Records shown:

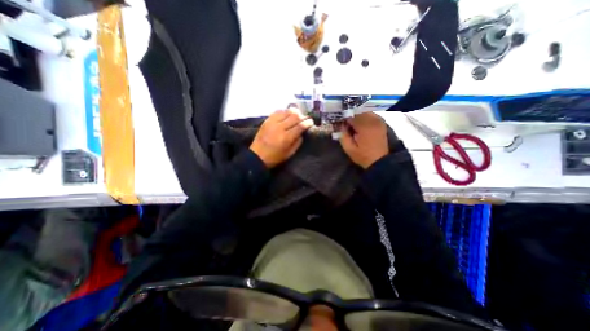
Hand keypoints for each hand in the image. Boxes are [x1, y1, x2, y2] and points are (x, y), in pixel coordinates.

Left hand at [248, 107, 312, 167]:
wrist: (257, 156)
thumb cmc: (275, 157)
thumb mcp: (289, 153)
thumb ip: (297, 142)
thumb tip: (302, 132)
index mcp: (286, 138)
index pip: (300, 126)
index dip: (307, 122)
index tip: (311, 122)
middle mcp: (280, 127)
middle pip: (295, 116)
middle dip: (302, 116)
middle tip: (305, 118)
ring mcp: (272, 122)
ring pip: (286, 111)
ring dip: (294, 112)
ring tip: (297, 115)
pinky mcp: (267, 120)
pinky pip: (277, 111)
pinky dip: (284, 112)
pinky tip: (286, 115)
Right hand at [339, 113, 389, 168]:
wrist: (379, 161)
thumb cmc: (363, 156)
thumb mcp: (348, 148)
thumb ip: (343, 135)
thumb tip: (341, 125)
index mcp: (364, 127)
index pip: (351, 116)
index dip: (343, 118)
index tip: (339, 123)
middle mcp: (372, 120)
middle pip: (358, 111)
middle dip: (350, 116)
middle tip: (345, 123)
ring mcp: (378, 121)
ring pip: (365, 111)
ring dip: (357, 115)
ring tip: (352, 123)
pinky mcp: (381, 123)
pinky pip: (371, 115)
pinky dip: (364, 117)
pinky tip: (361, 124)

Exercise aim: Identify each line in the records above that contains the word "index", and copy it out in full.

Answer box:
index mcp: (286, 138)
index pip: (300, 126)
index dip: (307, 122)
index tip: (311, 122)
index mcp: (364, 127)
index pip: (351, 116)
index dip: (343, 118)
index tip: (339, 123)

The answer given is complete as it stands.